In the pressure overload model, strNrip1-/- mice did not develop significant left ventricular hypertrophy (LVH) or diastolic dysfunction. Despite an increase in cardiomyocyte size, these mice exhibited significantly reduced myocardial fibrosis. Furthermore, csNrip1-/- mice showed significantly reduced left ventricular dilation and dysfunction after transverse aortic constriction combined with myocardial infarction (TAC/MI) surgery. Nuclear magnetic resonance (NMR) studies demonstrated that fatty acid metabolism was significantly enhanced in the hearts of csNrip1-/- mice. 13C-NMR studies indicated a significant increase in the contribution of palmitic acid to the TCA cycle and an enhanced triglyceride (TAG) turnover rate in these mice hearts. CUT&RUN sequencing results showed that RIP140 deficiency led to increased H3K27ac peaks in cardiomyocytes, which are enriched in genes related to lipid metabolism. Gene ontology (GO) analysis indicated that the enhanced H3K27ac peaks were abundant in regulatory loci associated with fatty acid metabolism, mitochondrial function, and myocardial contractile function. In summary, inhibiting RIP140 significantly enhances fatty acid metabolism and mitochondrial function in the heart, thereby protecting it from pressure overload-induced pathological hypertrophy and heart failure. This discovery provides a potential target for developing new treatments for heart failure. The study also suggested that the adaptive hypertrophy in response to RIP140 deficiency might be associated with the activation of the mTORC1 signaling pathway, contributing to our understanding of the molecular mechanisms underlying adaptive myocardial growth and pathological hypertrophy.

This study differs from traditional symptom management and cardiac function support by directly targeting the regulation of myocardial metabolism to fundamentally improve cardiac function. Traditional methods often focus on managing heart failure symptoms and supporting cardiac function, such as using medications to lower blood pressure or improve heart pumping efficiency. In contrast, this study aims to enhance the heart's metabolic capacity and stress resistance by inhibiting RIP140, potentially improving myocardial function from the root and slowing or reversing the progression of heart failure rather than merely managing symptoms. These innovative methods not only deepen our understanding of the pathophysiology of heart failure but also provide scientific evidence for developing new therapeutic strategies.
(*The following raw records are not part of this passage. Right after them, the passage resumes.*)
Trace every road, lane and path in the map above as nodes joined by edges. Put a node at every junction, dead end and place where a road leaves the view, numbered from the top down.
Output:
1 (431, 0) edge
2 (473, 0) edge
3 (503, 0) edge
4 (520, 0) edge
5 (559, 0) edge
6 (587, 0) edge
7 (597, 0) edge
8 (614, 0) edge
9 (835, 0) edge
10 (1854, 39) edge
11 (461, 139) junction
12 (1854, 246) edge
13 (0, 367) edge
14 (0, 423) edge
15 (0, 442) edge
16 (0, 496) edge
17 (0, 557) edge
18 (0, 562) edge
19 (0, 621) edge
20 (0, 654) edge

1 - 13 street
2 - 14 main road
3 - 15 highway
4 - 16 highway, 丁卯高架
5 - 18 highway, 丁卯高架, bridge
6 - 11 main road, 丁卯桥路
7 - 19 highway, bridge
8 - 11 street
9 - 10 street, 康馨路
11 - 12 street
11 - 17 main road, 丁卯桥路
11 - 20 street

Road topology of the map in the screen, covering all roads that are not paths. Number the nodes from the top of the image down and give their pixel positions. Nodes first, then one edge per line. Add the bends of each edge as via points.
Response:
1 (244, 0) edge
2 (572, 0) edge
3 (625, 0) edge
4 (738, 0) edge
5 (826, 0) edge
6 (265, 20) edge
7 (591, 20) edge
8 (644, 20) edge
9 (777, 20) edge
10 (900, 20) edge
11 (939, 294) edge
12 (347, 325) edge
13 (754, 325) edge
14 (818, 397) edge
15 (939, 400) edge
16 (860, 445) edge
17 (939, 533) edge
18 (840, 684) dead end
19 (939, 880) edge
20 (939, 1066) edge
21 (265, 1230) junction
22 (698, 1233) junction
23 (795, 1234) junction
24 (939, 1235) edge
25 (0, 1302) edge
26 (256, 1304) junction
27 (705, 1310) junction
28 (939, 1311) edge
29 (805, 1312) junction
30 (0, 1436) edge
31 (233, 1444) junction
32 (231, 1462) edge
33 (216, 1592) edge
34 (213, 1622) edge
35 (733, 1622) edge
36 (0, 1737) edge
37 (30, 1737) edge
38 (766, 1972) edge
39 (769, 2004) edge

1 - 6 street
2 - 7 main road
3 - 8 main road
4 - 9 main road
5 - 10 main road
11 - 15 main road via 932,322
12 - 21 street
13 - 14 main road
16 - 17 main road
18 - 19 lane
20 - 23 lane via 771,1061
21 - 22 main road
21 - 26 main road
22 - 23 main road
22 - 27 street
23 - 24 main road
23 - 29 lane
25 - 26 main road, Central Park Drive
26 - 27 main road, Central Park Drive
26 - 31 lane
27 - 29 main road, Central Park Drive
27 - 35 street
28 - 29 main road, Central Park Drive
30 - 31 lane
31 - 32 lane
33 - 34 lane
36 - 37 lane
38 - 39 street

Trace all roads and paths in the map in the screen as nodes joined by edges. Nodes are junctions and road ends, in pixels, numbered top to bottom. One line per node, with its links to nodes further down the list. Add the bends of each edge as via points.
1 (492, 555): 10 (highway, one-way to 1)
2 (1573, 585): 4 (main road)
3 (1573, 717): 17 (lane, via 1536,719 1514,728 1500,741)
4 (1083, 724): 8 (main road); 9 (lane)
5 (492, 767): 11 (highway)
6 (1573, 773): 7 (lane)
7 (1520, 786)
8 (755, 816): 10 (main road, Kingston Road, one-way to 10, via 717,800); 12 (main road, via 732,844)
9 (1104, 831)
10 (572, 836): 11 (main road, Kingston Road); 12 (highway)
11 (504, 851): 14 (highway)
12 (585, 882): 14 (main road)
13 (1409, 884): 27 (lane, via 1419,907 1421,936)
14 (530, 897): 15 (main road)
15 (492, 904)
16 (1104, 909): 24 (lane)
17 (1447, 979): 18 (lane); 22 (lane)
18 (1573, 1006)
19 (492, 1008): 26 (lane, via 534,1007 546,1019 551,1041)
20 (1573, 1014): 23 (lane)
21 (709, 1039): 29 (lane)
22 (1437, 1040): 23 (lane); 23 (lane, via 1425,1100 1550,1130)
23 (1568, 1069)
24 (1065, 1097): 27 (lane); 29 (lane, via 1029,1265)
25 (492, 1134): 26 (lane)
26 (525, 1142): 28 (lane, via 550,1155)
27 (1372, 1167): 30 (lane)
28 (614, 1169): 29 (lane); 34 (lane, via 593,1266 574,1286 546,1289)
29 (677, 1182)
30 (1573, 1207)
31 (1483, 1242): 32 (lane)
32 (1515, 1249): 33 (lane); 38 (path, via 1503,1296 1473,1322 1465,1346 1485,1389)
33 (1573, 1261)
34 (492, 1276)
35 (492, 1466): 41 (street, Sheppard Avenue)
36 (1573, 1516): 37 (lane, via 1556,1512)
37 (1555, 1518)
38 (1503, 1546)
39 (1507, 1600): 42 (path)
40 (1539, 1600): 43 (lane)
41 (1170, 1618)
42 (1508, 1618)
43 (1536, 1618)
Despite the significant progress made in revealing the role of RIP140 in myocardial metabolic regulation, there are still some limitations and aspects that require further validation. Future studies need to increase the sample size, evaluate long-term effects, consider gender differences, explore the role of RIP140 in other metabolic tissues, and further elucidate its regulatory mechanisms. Additionally, the development and clinical translation of RIP140 inhibitors face many challenges, requiring the combined efforts of multiple disciplines to address these issues. Only through these further studies can we fully understand the role of RIP140 in cardiac metabolism and translate this knowledge into effective clinical treatment strategies.

Reference：

Yamamoto T, Maurya S K, Pruzinsky E, et al. RIP140 deficiency enhances cardiac fuel metabolism and protects mice from heart failure[J]. The Journal of Clinical Investigation, 2023, 133(9).